::: Provided information :::
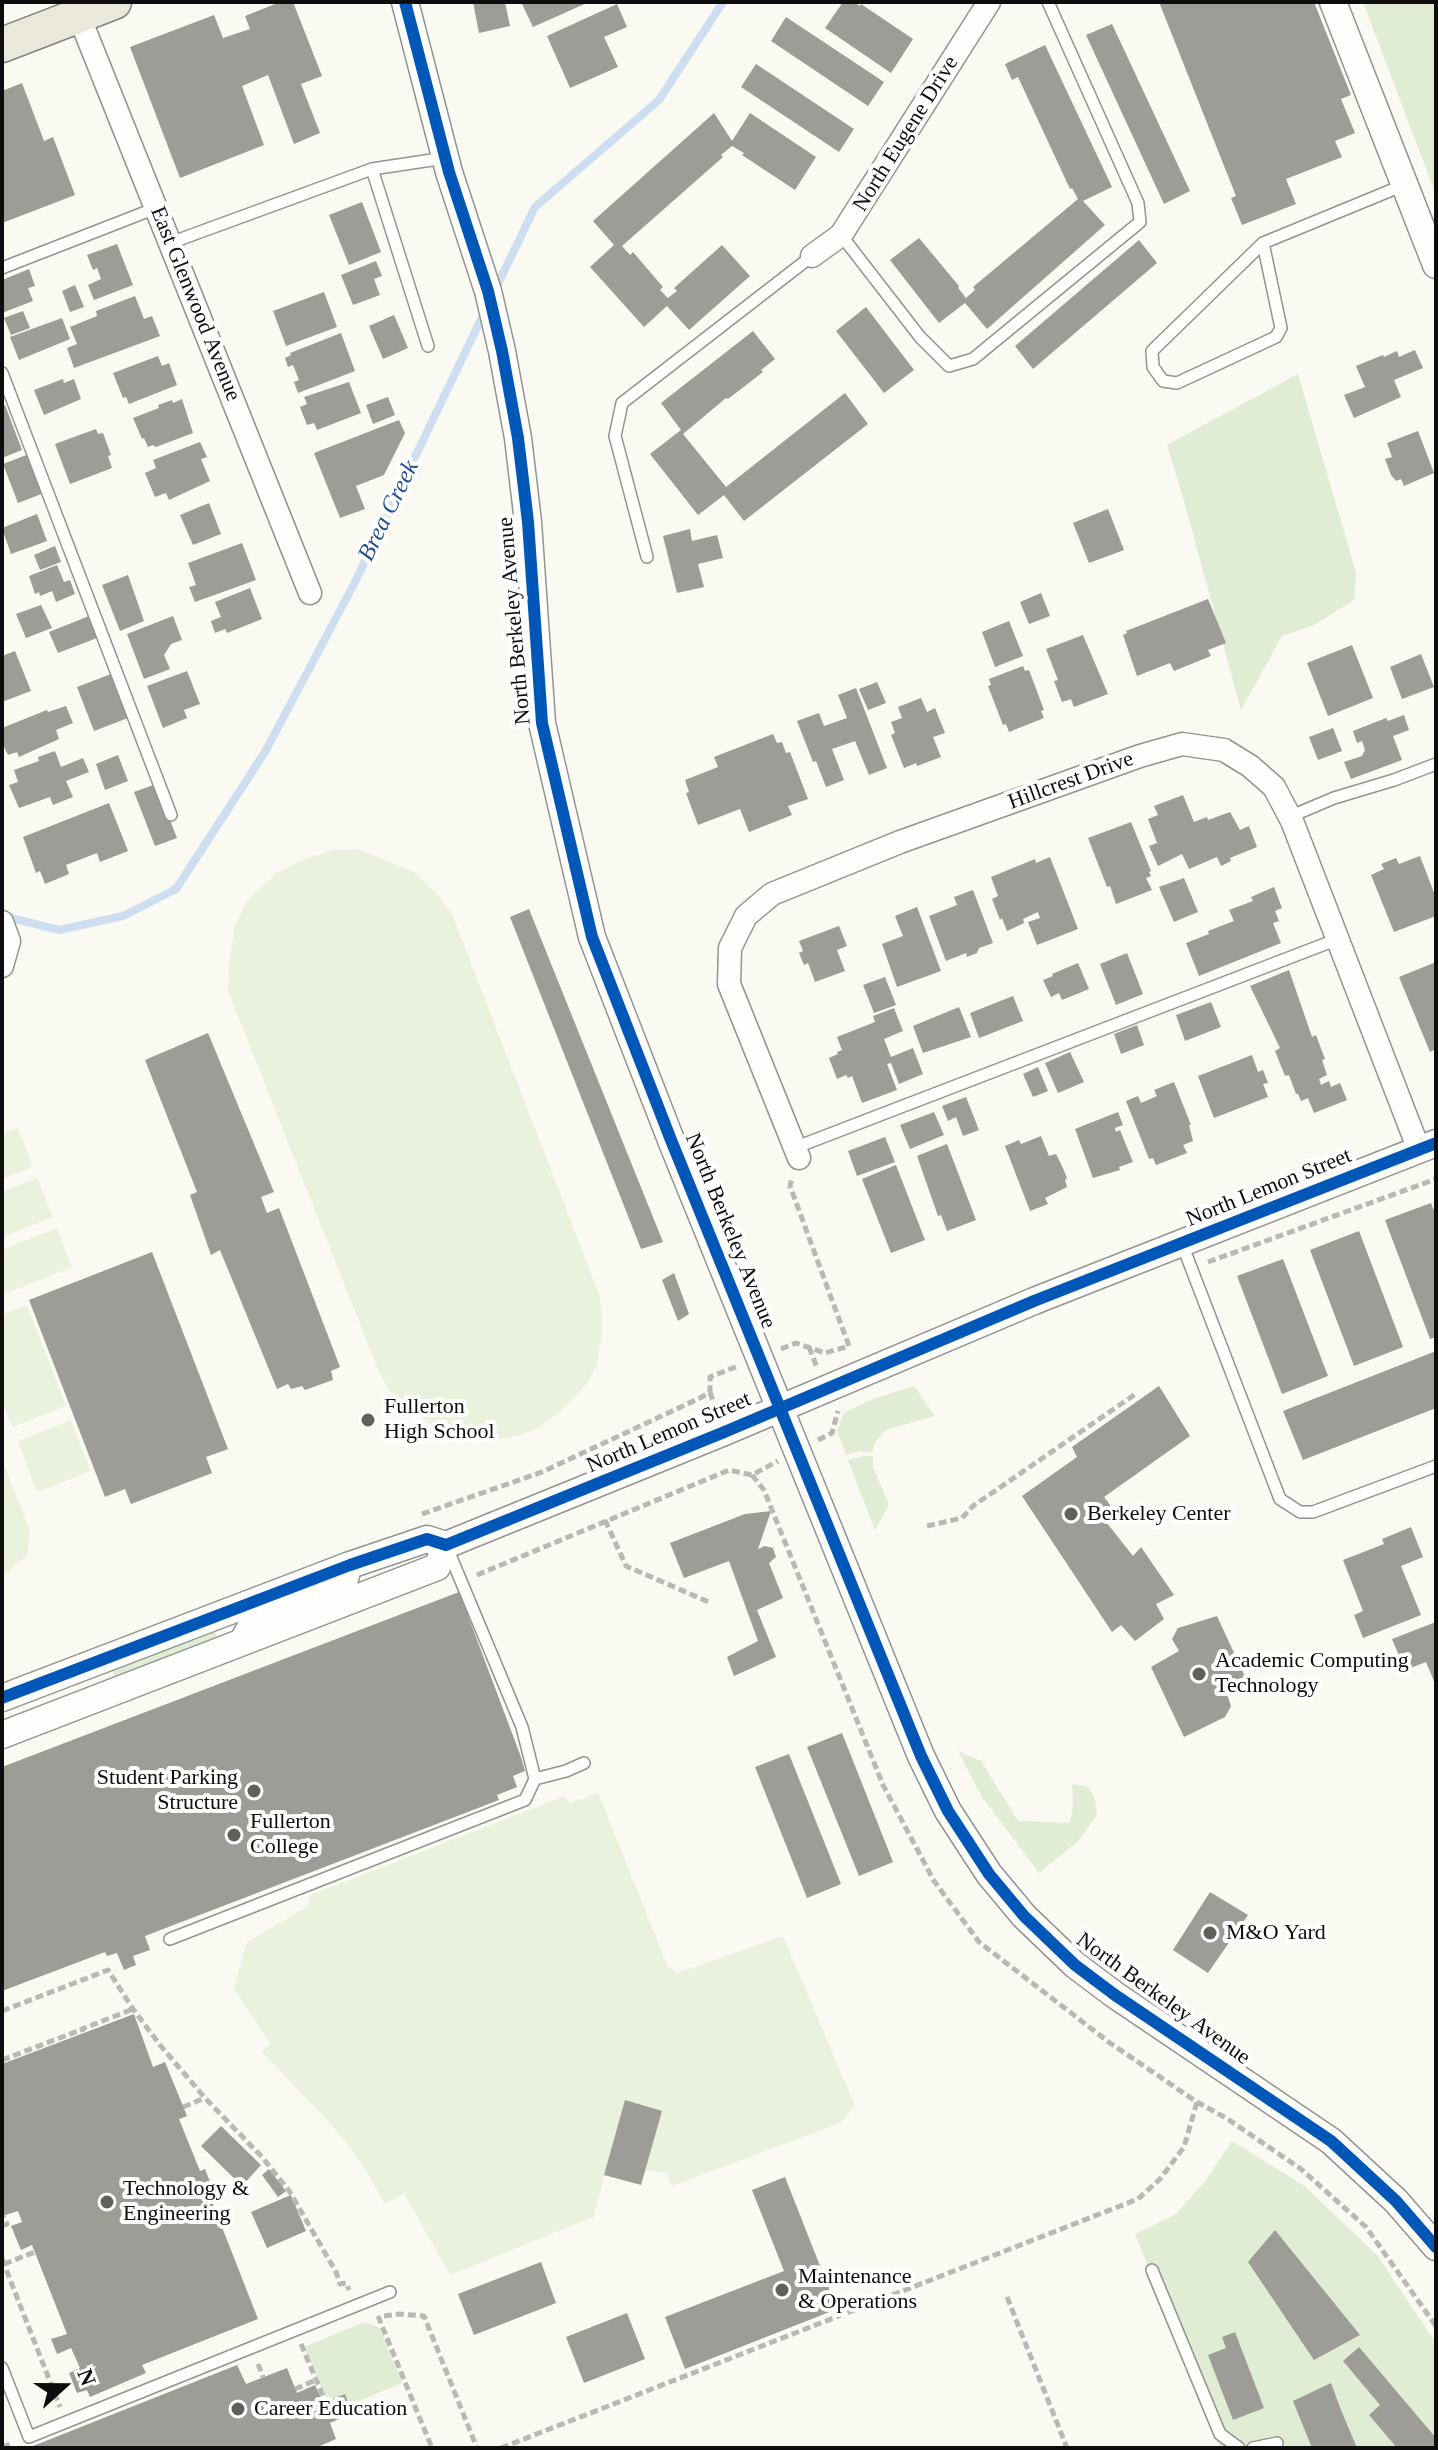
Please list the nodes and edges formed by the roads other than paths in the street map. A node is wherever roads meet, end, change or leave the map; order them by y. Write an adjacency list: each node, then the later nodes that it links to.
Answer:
1 (114, 2): 6 (main road)
2 (405, 2): 8 (street, North Berkeley Avenue)
3 (989, 2): 12 (street, North Eugene Drive)
4 (1048, 2): 12 (lane)
5 (1333, 2): 10 (street)
6 (79, 16): 7 (main road); 11 (street, East Glenwood Avenue)
7 (2, 45)
8 (446, 158): 9 (lane); 31 (street, North Berkeley Avenue)
9 (372, 169): 13 (lane); 18 (lane)
10 (1404, 184): 14 (lane); 16 (street)
11 (156, 208): 13 (street, East Glenwood Avenue); 17 (lane)
12 (841, 235): 15 (street, North Eugene Drive)
13 (170, 243): 21 (street, East Glenwood Avenue)
14 (1263, 243): 14 (lane)
15 (812, 256): 20 (lane)
16 (1436, 265)
17 (2, 268)
18 (428, 346)
19 (2, 373): 23 (lane)
20 (647, 557)
21 (310, 593)
22 (1436, 764): 24 (lane)
23 (171, 815)
24 (1289, 817): 26 (street, Hillcrest Drive); 29 (street, Hillcrest Drive)
25 (5, 931): 27 (street)
26 (1338, 939): 28 (street, Hillcrest Drive); 29 (lane)
27 (2, 965)
28 (1427, 1146): 30 (street, North Lemon Street)
29 (796, 1153)
30 (1186, 1256): 31 (street, North Lemon Street); 32 (lane)
31 (781, 1408): 33 (street, North Lemon Street); 41 (street, North Berkeley Avenue)
32 (1436, 1466)
33 (446, 1545): 34 (street, North Lemon Street); 35 (street, North Lemon Street); 39 (lane)
34 (350, 1565): 35 (lane); 36 (street, North Lemon Street)
35 (230, 1647): 37 (street, North Lemon Street)
36 (2, 1698)
37 (2, 1735)
38 (584, 1763): 39 (lane)
39 (535, 1779): 40 (lane)
40 (170, 1939)
41 (1436, 2247)
42 (1152, 2270): 46 (lane)
43 (390, 2292): 44 (lane)
44 (2, 2368)
45 (1277, 2443): 47 (lane)
46 (1239, 2448)
47 (1253, 2448)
:::
_Task details_:
Read through the entries above, and wherever a line holds the string "Glenwood", copy it.

_Response to this task_:
6 (79, 16): 7 (main road); 11 (street, East Glenwood Avenue)
11 (156, 208): 13 (street, East Glenwood Avenue); 17 (lane)
13 (170, 243): 21 (street, East Glenwood Avenue)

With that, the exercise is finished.